## ASSIGNMENT
Determine how many lines in the data below contain "Peumos" and write only that number.
--------
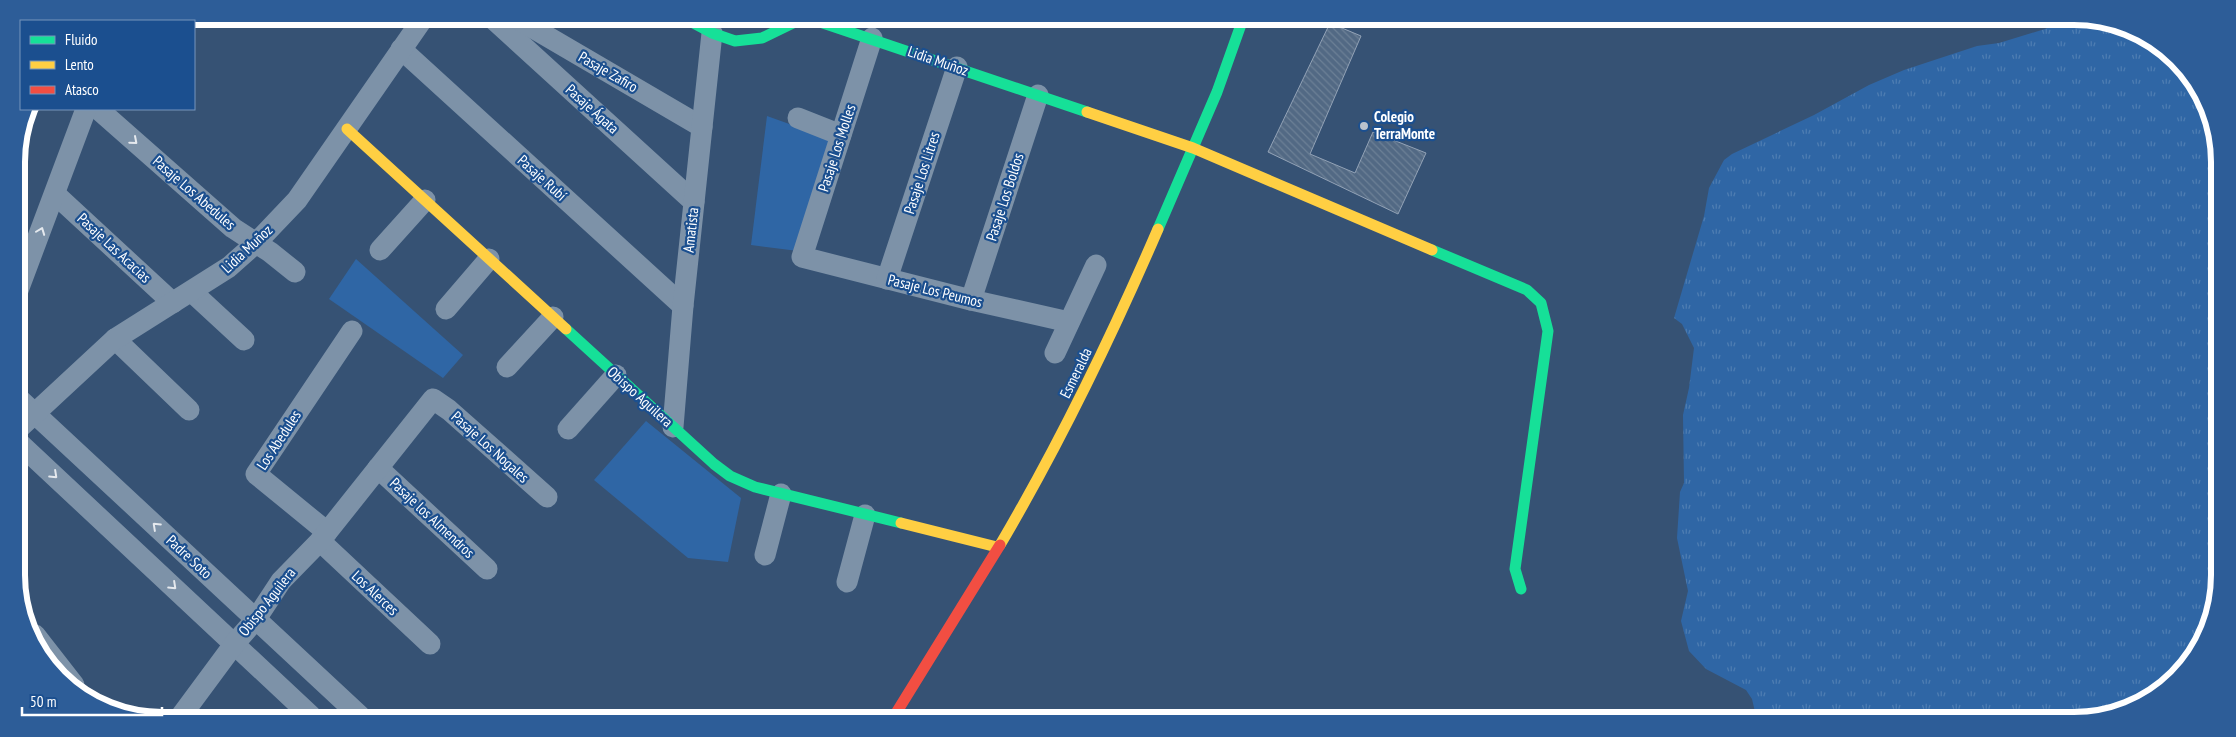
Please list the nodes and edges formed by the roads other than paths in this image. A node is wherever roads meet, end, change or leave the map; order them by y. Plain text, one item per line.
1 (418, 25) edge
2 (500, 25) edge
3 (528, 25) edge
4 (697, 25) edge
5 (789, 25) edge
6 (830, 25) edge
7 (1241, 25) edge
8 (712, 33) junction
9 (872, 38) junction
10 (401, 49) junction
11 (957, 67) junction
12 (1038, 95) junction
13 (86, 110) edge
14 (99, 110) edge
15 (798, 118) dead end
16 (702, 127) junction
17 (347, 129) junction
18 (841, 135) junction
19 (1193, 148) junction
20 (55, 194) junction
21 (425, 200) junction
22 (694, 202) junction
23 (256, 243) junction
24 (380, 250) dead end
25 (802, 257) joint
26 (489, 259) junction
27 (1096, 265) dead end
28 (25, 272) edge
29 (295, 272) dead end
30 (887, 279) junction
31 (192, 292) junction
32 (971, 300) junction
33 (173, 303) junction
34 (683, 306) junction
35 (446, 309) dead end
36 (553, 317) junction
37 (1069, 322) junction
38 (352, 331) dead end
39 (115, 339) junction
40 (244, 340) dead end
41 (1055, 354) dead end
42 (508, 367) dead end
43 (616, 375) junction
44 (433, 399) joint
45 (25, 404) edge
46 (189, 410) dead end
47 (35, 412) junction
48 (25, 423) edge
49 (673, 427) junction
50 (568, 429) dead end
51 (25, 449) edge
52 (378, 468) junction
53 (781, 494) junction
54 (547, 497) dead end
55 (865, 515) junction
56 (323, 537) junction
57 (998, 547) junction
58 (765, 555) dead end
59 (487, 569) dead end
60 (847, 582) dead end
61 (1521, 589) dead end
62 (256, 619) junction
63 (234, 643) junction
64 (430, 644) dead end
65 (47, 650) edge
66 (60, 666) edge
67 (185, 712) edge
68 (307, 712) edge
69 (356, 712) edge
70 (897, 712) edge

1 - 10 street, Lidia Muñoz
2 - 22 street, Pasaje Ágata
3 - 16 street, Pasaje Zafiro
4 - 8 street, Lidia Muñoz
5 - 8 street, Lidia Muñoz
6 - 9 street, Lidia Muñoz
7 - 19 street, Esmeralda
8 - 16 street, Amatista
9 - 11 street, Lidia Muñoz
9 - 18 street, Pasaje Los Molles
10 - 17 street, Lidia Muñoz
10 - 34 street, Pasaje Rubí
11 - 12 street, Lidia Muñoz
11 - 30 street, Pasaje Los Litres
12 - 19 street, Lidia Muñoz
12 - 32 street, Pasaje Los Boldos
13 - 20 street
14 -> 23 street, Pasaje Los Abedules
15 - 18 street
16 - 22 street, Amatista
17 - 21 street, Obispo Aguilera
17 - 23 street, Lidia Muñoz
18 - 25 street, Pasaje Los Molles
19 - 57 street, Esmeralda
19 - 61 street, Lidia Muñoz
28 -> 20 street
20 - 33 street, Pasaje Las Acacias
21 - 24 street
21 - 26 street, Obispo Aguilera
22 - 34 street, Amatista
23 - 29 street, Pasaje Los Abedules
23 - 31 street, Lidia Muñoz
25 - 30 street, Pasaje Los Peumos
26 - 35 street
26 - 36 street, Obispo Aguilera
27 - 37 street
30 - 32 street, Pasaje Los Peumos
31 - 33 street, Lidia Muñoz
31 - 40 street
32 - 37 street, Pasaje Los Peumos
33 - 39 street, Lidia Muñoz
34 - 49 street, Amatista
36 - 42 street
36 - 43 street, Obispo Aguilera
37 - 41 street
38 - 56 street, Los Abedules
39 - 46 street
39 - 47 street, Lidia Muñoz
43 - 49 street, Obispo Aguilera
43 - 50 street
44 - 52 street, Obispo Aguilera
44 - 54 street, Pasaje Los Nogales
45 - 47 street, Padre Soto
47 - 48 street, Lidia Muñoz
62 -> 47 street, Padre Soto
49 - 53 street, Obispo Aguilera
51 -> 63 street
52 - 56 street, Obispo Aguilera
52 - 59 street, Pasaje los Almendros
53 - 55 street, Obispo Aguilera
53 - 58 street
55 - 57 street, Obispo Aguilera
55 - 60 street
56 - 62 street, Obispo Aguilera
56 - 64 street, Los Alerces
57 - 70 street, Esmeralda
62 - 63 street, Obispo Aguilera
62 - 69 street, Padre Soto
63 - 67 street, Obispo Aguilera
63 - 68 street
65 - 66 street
--------
## ANSWER SPACE
3